Interdependence between an individual and a legal entity is recognized if the following criteria are met:
- If an individual directly and (or) indirectly participates in an organization and the share of such participation exceeds 25%;
- If the share of direct participation of each preceding person in each subsequent organization exceeds 50%;
- If the same person's decision resulted in the appointment or election of sole executive bodies or at least 50% of the membership of a collegial executive body or board of directors;
- If an individual exercises the powers of the sole executive body of the organization;
- If a person is recognized as a controlling person and the organization is a controlled foreign company.
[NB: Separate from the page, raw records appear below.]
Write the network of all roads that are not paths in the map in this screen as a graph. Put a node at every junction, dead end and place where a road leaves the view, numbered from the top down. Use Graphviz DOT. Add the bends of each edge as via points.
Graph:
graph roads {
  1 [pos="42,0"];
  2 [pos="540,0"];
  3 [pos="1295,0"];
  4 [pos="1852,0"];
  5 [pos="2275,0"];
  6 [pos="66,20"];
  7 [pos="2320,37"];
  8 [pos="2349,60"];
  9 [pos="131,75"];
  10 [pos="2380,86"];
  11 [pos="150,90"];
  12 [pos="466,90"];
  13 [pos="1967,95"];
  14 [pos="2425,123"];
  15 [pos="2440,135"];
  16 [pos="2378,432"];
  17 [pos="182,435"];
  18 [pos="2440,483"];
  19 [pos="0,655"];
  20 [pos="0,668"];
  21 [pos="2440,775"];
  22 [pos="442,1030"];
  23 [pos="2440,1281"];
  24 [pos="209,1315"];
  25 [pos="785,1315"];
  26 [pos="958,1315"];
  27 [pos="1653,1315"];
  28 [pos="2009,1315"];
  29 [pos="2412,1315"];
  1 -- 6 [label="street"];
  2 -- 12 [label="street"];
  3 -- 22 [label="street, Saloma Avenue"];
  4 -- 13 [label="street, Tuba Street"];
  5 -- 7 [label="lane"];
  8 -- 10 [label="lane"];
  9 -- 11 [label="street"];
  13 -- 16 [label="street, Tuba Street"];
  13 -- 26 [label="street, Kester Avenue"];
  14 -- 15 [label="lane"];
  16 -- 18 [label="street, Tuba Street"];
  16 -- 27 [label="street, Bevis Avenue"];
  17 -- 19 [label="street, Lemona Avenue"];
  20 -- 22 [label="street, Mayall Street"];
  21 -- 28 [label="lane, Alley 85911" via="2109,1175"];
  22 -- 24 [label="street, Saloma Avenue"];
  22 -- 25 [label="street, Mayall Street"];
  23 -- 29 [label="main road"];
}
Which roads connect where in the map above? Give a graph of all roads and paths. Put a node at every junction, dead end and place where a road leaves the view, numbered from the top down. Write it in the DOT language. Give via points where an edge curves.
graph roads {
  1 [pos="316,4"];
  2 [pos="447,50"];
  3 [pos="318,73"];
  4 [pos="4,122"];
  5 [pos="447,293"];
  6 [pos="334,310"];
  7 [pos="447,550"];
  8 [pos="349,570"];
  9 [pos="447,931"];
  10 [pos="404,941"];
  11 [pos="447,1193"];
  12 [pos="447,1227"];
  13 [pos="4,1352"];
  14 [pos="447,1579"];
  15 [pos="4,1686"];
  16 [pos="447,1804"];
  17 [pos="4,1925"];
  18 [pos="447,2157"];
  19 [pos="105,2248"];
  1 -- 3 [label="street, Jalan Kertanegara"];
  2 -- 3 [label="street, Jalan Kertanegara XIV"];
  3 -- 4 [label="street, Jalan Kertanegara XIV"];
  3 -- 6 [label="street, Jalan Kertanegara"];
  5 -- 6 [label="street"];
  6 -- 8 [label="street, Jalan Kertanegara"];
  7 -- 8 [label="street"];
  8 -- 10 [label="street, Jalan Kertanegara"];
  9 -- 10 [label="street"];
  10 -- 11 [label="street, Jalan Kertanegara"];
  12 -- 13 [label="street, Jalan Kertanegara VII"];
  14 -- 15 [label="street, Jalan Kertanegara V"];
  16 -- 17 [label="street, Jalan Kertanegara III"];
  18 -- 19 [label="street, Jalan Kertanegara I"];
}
Law enforcement practice indicates that if the grounds listed in Clause 2 of Article 105.1 of the Tax Code are present, persons are interdependent until they prove otherwise.
In addition to the formal interdependence criteria specified in tax legislation, persons may have other opportunities to influence another person's decisions. In such cases, interdependence may be established:
- By the specified persons independently;
- By a court decision.
According to the position of the Supreme Court of the Russian Federation expressed in the Review of the Practice of Consideration by Courts of Cases Related to the Application of Certain Provisions of Section V.1 and Article 269 of the Tax Code, [2] a court may recognize persons as interdependent for tax purposes if the taxpayer's counterparty had the opportunity to influence the decisions made by the taxpayer in the sphere of its financial and business activities. The court establishes the fact of interdependence with the participation of the tax authority and the taxpayer during the consideration of a case concerning the validity of a decision to assess additional tax, or when resolving the tax authority's claims for the recovery of the assessed debt.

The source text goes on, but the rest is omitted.